Aeroflot Flight 7867
- An Aeroflot Tupolev Tu-134, similar to the one involved

Accident
- Date: 27 February 1988
- Summary: Controlled flight into terrain due to pilot error
- Site: Surgut North Airport, Surgut, Russian SFSR 61°20′41″N 73°23′22″E﻿ / ﻿61.344861°N 73.389333°E; 61°20′41″N 73°23′22″E﻿ / ﻿61.344861°N 73.389333°E;

Aircraft
- Aircraft type: Tupolev Tu-134AK
- Operator: Minsk Joint Stock Company (Aeroflot)
- Registration: CCCP-65675
- Flight origin: Minsk-2 International Airport, Minsk, Byelorussian SSR
- 1st stopover: Kuybyshev International Airport, Kuybyshev, Russian SFSR
- 2nd stopover: Roshchino International Airport, Tyumen, Russian SFSR
- Destination: Surgut North Airport, Surgut, Russian SFSR
- Occupants: 51
- Passengers: 45
- Crew: 6
- Fatalities: 20
- Injuries: 31
- Survivors: 31

= Aeroflot Flight 7867 =

Aviation crash near Surgut Airport

Aeroflot Flight 7867 was a scheduled passenger flight from Minsk, Belarus to Surgut, SFSR, with stopovers in Kuybyshev, SFSR and Tyumen, SFSR. On February 27, 1988, the Tupolev Tu-134 crashed while on approach to Surgut Airport, killing 20 of the 51 occupants onboard.

== Background ==

=== Aircraft ===
The aircraft involved was a Tupolev Tu-134 manufactured in 1972 and registered CCCP-65675. Before the accident, the plane had accumulated 18,900 flight hours and 12,656 cycles.

=== Crew members: ===

- Captain: Anatoly Mikhailovich Shavrovich
- Co-pilot: Vikenty Viktorovich Shuneiko
- Navigator: Valery Genrikhovich Zekhov
- Flight engineer: Vladimir Vladimirovich Yaroshevich
- Flight attendant: Valentina Malakhova
- Flight attendant: Alla Chernyak

== Accident ==
At 5:00 local time, the plane took off from Roshchino Airport in Tyumen, carrying 6 crew members and 45 passengers (including 2 minor). Half an hour after takeoff, at 5:35, the pilots heard weather information over the radio at Surgut airfield: -20°C, clear air with visibility of 8 kilometers, and a moderate wind at 6 m/s - decent for the landing.
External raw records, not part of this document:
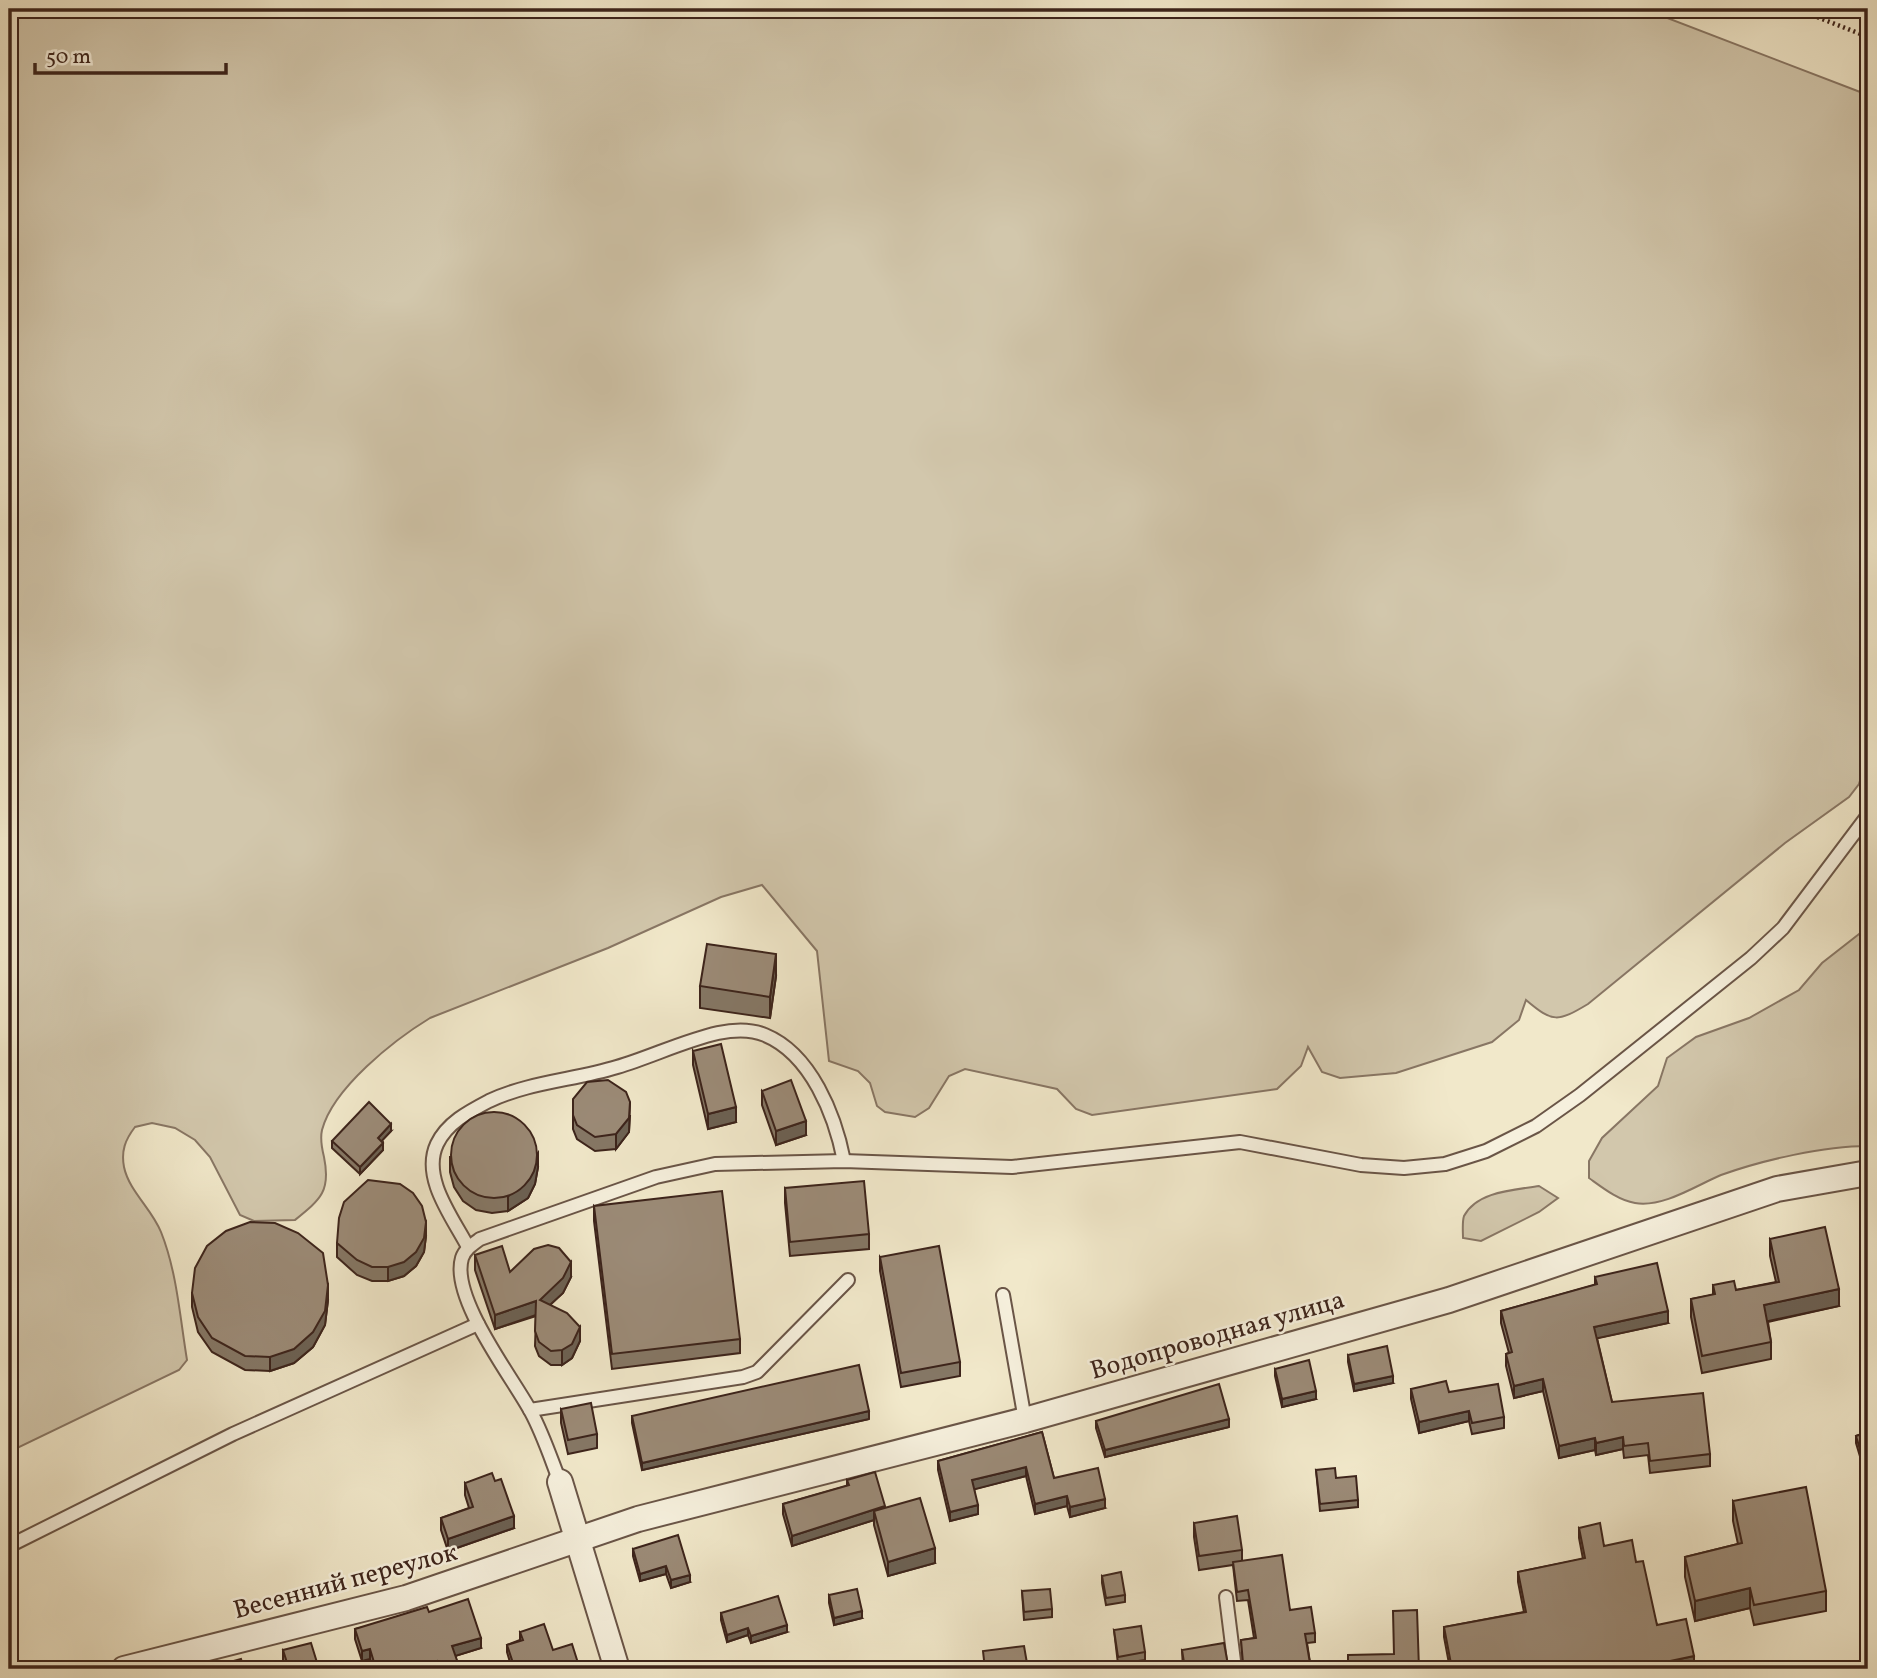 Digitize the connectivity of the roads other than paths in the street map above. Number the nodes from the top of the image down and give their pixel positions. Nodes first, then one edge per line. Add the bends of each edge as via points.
1 (1868, 815) edge
2 (844, 1161) junction
3 (1868, 1173) edge
4 (468, 1247) junction
5 (848, 1280) dead end
6 (1003, 1295) dead end
7 (478, 1324) junction
8 (530, 1410) junction
9 (1025, 1420) junction
10 (560, 1482) joint
11 (578, 1539) junction
12 (9, 1546) edge
13 (1226, 1597) dead end
14 (124, 1669) edge
15 (618, 1669) edge
16 (1236, 1669) edge

1 - 2 lane via 1783,928 1751,958 1580,1095 1536,1126 1486,1151 1445,1164 1404,1168 1361,1165 1240,1142 1012,1167
2 - 4 lane via 748,1162 689,1169 480,1239
2 - 4 lane via 835,1125 814,1081 789,1050 762,1034 719,1033 616,1067 520,1089 446,1129 436,1146 434,1178
3 - 9 street, Водопроводная улица via 1777,1189 1449,1300
4 - 7 lane via 461,1270
5 - 8 lane via 757,1372
6 - 9 lane
7 - 8 lane
7 - 12 lane via 233,1434
8 - 10 lane
9 - 11 street, Водопроводная улица via 638,1519
10 - 11 street
11 - 14 street, Весенний переулок via 406,1598
11 - 15 street
13 - 16 lane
At 5:47, as the crew started descending, the navigator found that the instrument landing system was inoperative. He was instructed that they will be using the radar data for the approach.
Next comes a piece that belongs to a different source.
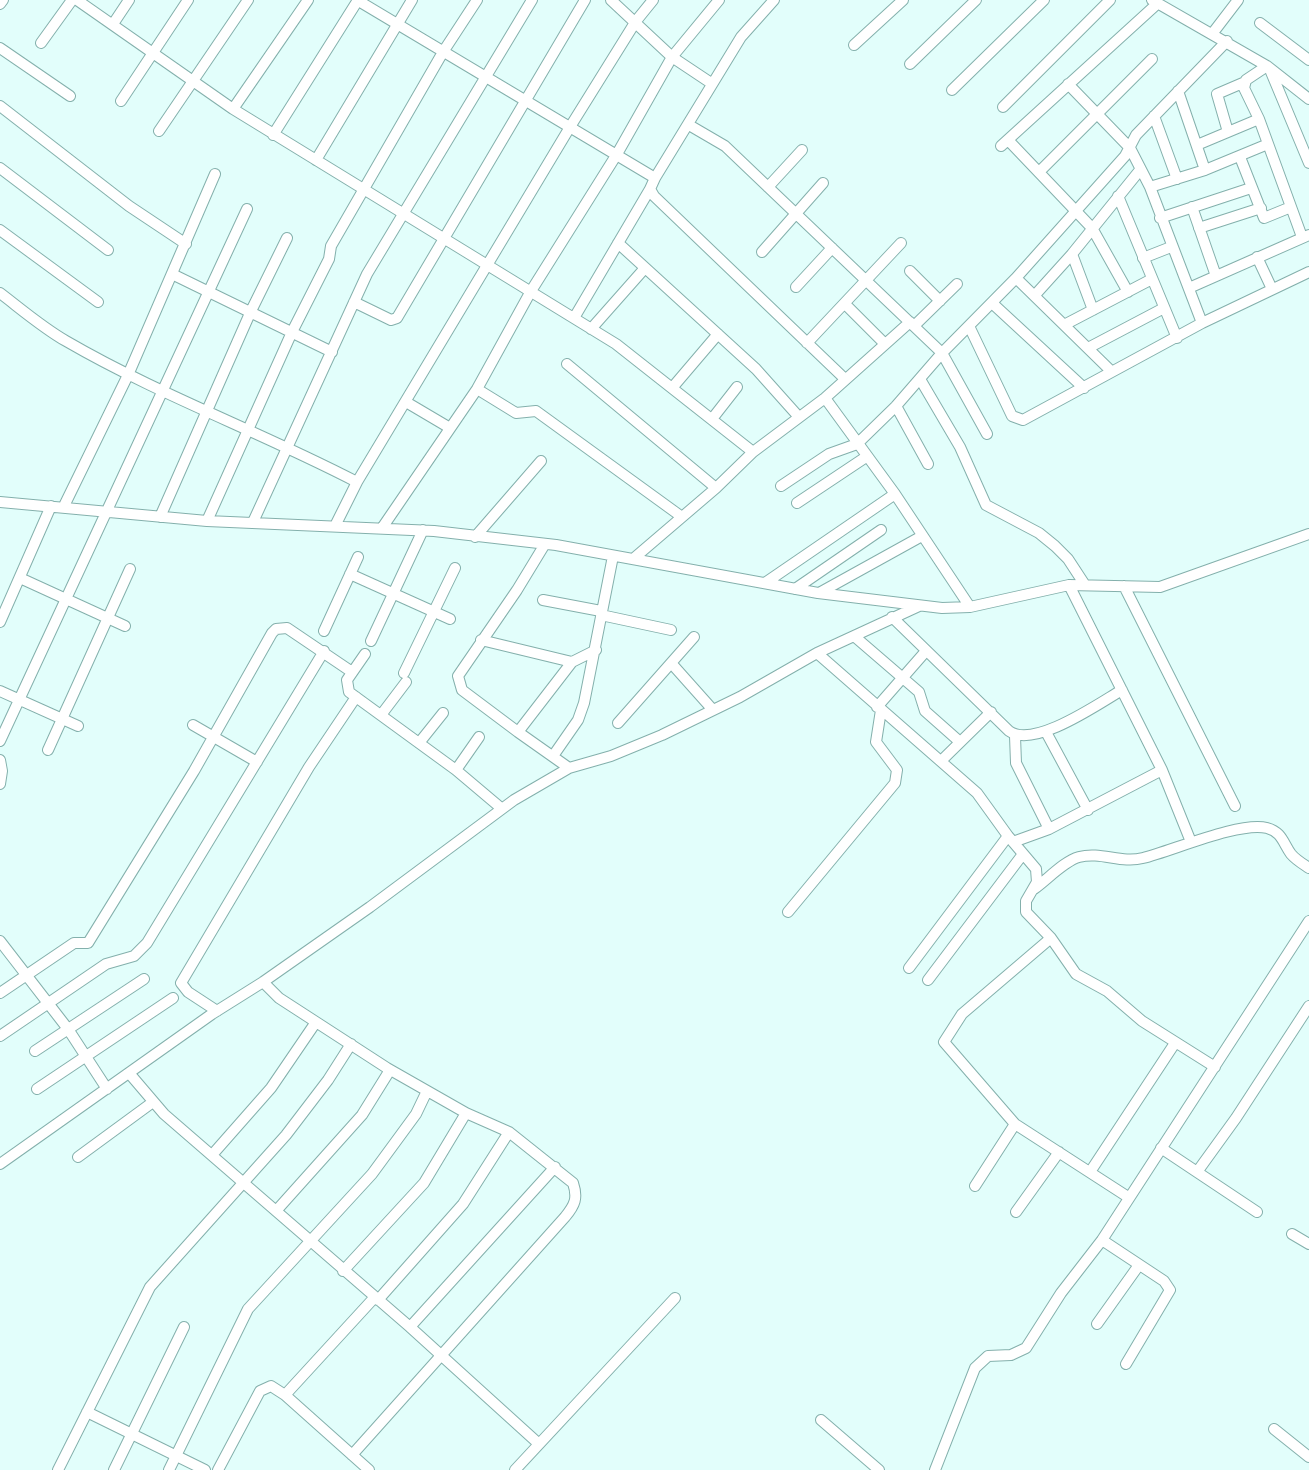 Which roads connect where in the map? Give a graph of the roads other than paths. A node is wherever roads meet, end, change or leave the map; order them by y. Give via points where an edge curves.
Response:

At 6:06, 3 kilometers from the runway threshold, the captain was distracted from his instruments and looked inside the cockpit, as the navigator failed to give the required command at that time. This cause the rate of descent to reduced from 4.6 m/s to 3 m/s

At the decision altitude, 100 meters (328 feet), the crew turned on their landing lights, but they were forced to turn them off due to the sudden encounter with haze. The navigator did not report reaching the decision altitude and the captain did not issue a go-around, so the plane was still descending without clear ground references. At an altitude of 38 meters (124 feet) and a speed of 286 km/h (154 knots), the flight overshot the runway threshold, 50 meters to the left of its intended course.
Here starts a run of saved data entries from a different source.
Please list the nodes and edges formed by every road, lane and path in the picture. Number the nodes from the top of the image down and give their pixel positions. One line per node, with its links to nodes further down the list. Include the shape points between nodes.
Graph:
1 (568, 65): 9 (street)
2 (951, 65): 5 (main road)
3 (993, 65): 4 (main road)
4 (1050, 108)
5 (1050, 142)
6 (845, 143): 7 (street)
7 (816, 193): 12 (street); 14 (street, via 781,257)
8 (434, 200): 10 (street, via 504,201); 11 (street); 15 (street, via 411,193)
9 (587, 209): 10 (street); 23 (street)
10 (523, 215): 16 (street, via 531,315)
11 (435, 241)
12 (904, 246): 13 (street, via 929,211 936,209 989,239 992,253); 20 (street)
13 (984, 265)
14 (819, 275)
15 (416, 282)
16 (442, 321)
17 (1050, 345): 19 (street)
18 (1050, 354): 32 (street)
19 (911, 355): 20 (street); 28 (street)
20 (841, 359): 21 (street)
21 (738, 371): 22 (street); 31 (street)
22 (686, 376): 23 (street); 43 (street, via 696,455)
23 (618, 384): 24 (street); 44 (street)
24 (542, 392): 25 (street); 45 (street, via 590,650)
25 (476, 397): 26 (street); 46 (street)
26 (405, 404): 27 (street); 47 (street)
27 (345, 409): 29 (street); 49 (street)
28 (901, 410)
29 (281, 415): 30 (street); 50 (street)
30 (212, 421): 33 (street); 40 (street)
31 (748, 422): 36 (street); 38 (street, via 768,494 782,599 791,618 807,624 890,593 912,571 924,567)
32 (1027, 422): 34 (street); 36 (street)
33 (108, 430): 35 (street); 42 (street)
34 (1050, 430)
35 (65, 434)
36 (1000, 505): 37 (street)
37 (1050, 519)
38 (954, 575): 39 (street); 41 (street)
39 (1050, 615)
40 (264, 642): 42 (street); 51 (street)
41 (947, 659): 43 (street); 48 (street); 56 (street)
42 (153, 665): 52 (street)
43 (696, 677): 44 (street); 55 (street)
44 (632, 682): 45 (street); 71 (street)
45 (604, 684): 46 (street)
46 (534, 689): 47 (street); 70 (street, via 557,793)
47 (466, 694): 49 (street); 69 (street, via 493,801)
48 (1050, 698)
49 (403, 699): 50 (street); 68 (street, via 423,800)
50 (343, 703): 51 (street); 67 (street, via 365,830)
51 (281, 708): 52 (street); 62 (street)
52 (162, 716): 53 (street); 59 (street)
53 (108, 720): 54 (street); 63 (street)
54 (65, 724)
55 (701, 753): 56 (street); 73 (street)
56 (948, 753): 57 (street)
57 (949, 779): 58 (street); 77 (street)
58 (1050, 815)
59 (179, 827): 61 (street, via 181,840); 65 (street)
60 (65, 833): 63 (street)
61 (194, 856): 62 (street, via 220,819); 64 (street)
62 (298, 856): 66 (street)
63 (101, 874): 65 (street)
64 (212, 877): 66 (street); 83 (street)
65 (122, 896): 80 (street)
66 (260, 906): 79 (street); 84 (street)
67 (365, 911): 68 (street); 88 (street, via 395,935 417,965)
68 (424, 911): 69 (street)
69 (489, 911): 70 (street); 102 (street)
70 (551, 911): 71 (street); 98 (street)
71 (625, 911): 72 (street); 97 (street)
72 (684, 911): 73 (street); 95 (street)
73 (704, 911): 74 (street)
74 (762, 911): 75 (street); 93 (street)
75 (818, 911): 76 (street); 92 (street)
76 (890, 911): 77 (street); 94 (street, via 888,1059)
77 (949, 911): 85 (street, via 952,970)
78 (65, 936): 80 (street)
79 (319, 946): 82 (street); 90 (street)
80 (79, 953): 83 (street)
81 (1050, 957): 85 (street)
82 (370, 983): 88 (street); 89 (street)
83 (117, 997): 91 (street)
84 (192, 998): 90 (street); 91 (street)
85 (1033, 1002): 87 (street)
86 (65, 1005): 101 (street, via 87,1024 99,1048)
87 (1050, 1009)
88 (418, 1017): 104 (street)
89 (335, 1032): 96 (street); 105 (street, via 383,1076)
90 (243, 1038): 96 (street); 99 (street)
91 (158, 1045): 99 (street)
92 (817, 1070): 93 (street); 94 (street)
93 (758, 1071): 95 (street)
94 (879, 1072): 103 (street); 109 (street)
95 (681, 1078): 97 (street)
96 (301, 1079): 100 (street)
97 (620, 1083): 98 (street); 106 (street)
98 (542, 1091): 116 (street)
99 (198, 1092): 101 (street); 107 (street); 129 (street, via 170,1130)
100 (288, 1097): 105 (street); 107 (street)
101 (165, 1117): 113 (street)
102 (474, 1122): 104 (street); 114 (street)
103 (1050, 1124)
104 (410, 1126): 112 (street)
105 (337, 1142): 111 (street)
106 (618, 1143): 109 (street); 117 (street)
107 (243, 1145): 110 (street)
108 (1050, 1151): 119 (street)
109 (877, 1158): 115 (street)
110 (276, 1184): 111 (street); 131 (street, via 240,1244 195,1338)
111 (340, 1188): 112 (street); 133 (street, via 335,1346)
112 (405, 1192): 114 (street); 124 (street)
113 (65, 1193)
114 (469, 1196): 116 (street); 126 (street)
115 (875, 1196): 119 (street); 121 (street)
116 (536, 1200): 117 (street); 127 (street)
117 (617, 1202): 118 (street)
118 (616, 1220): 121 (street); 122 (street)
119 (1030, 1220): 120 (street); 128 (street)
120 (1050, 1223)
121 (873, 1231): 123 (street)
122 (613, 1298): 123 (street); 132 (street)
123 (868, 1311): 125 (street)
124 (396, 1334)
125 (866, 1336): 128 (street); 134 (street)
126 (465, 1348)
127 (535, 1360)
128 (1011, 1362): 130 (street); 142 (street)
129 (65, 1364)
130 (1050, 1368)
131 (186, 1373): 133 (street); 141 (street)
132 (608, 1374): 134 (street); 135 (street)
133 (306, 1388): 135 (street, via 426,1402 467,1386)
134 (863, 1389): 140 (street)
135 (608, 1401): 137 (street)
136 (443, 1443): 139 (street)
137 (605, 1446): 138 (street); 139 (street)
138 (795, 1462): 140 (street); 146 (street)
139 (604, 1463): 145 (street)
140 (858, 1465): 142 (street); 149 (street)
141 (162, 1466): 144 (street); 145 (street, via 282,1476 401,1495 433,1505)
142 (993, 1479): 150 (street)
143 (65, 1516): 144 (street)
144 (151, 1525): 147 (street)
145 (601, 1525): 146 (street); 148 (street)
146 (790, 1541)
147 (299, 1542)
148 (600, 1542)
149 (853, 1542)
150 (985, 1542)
The plane was heading directly over the snow-covered ground. A second before the impact, the captain realized the problem and abort the landing, increased thrust and pull back the control column. However, the measures were taken too late. At 6:07, the plane struck the ground 714 meters from the end of the main runway and 113 meters to the left of its centerline. The airliner experienced a force acceleration of nearly five times its normal velocity, causing the right wing and tail to break off, and the engine to be torn off. It then flipped over and skidded over 300 meters before came to rest.

Initially, only the co-pilot died from impact; nonetheless, ignited kerosene penetrated the fuselage through breaches and ignited plastic cabin components, taking the lives of 17 more passengers and 2 flight attendants.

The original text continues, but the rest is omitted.